Questions play such an important pedagogical role that student teachers are encouraged to ask them from the moment they first set foot in a classroom. The anecdote below from a student teacher (quoted from an article about reflective practice in teaching) points out just how hard it is, however, to put into practice such a seemingly simple act: asking a question. As he was encouraged to do in his pedagogy courses, the apprentice teacher telling the story opened his first class by posing a provocative question. And then he waited…

I paused for the expected barrage of excited responses. I waited and waited. Anyone? Longer and longer. Help? It felt like an hour. A week. A year. Would the wait be worth it? A…yes?
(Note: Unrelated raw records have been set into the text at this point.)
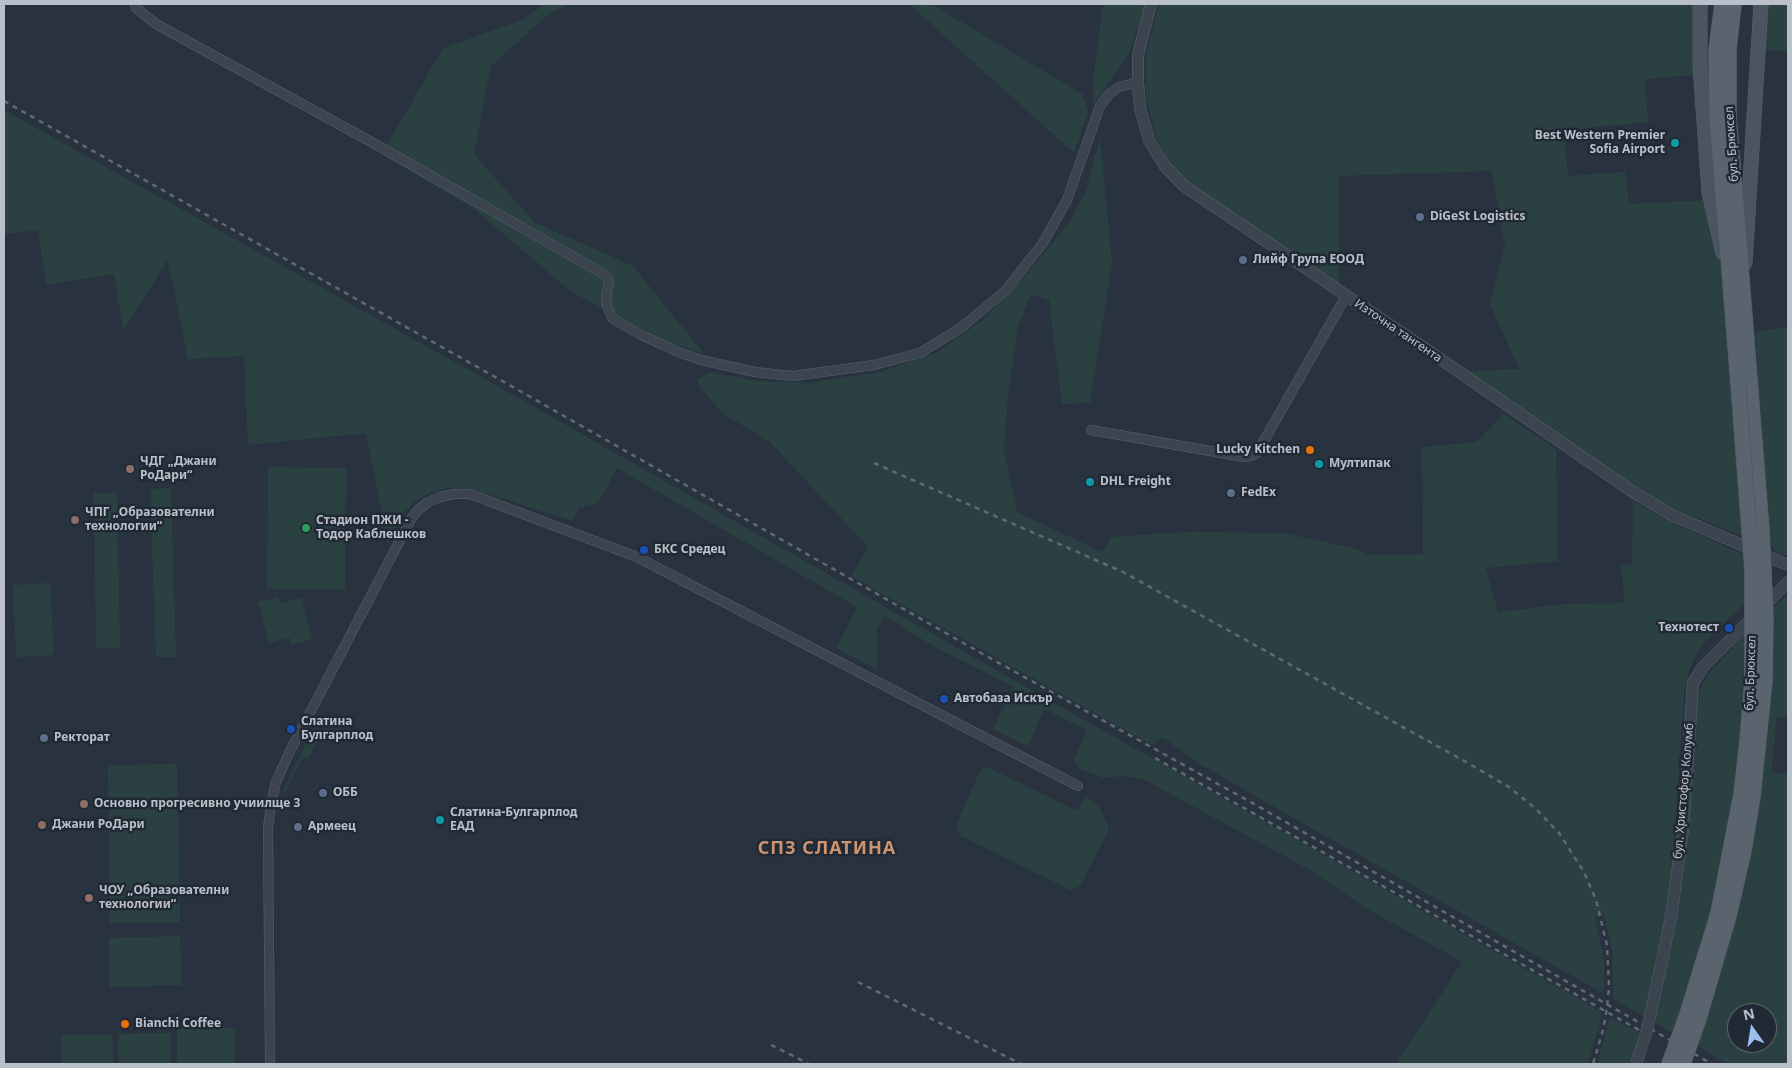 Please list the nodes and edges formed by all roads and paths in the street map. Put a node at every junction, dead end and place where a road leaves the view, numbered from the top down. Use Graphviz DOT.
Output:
graph roads {
  1 [pos="135,4"];
  2 [pos="1152,4"];
  3 [pos="1700,4"];
  4 [pos="1722,4"];
  5 [pos="1734,4"];
  6 [pos="1761,4"];
  7 [pos="1138,82"];
  8 [pos="1723,117"];
  9 [pos="1728,272"];
  10 [pos="1742,284"];
  11 [pos="1346,296"];
  12 [pos="1744,384"];
  13 [pos="1091,430"];
  14 [pos="1788,565"];
  15 [pos="1788,582"];
  16 [pos="1078,786"];
  17 [pos="270,1064"];
  18 [pos="1636,1064"];
  19 [pos="1669,1064"];
  20 [pos="1683,1064"];
  1 -- 7 [label="street"];
  2 -- 7 [label="street, Източна тангента"];
  3 -- 9 [label="main road, бул. Брюксел"];
  4 -- 8 [label="main road, бул. Брюксел"];
  5 -- 8 [label="main road, бул. Брюксел"];
  6 -- 10 [label="main road, бул. Брюксел"];
  7 -- 11 [label="street, Източна тангента"];
  8 -- 9 [label="main road, бул. Брюксел"];
  8 -- 10 [label="main road, бул. Брюксел"];
  9 -- 12 [label="main road, бул. Брюксел"];
  10 -- 12 [label="main road, бул. Брюксел"];
  11 -- 13 [label="street"];
  11 -- 14 [label="street, Източна тангента"];
  12 -- 19 [label="main road, бул. Брюксел, bridge"];
  12 -- 20 [label="main road, бул. Брюксел, bridge"];
  15 -- 18 [label="street, бул. Христофор Колумб, bridge"];
  16 -- 17 [label="street"];
}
Finally from the back of the class! (Loughran, 2002, p. 37)

Most of us, no matter how long we have been teaching, can vividly recall such an excruciating moment of silence, which seemingly stretched on into years, as we waited for students to respond to our question. Teachers of all levels attempting to increase wait time in their own teaching practice describe it as “uncomfortable,” “awkward,” or even “painful,” at first. Is it worth the wait? Mary Budd Rowe's ground-breaking papers introducing the concept of “wait time,” are also enduring, having influenced teachers at all levels of education for the last 30 years (Rowe, 1969, 1974, 1978, 1987), and suggest that the answer to this question is a resounding, “Yes!”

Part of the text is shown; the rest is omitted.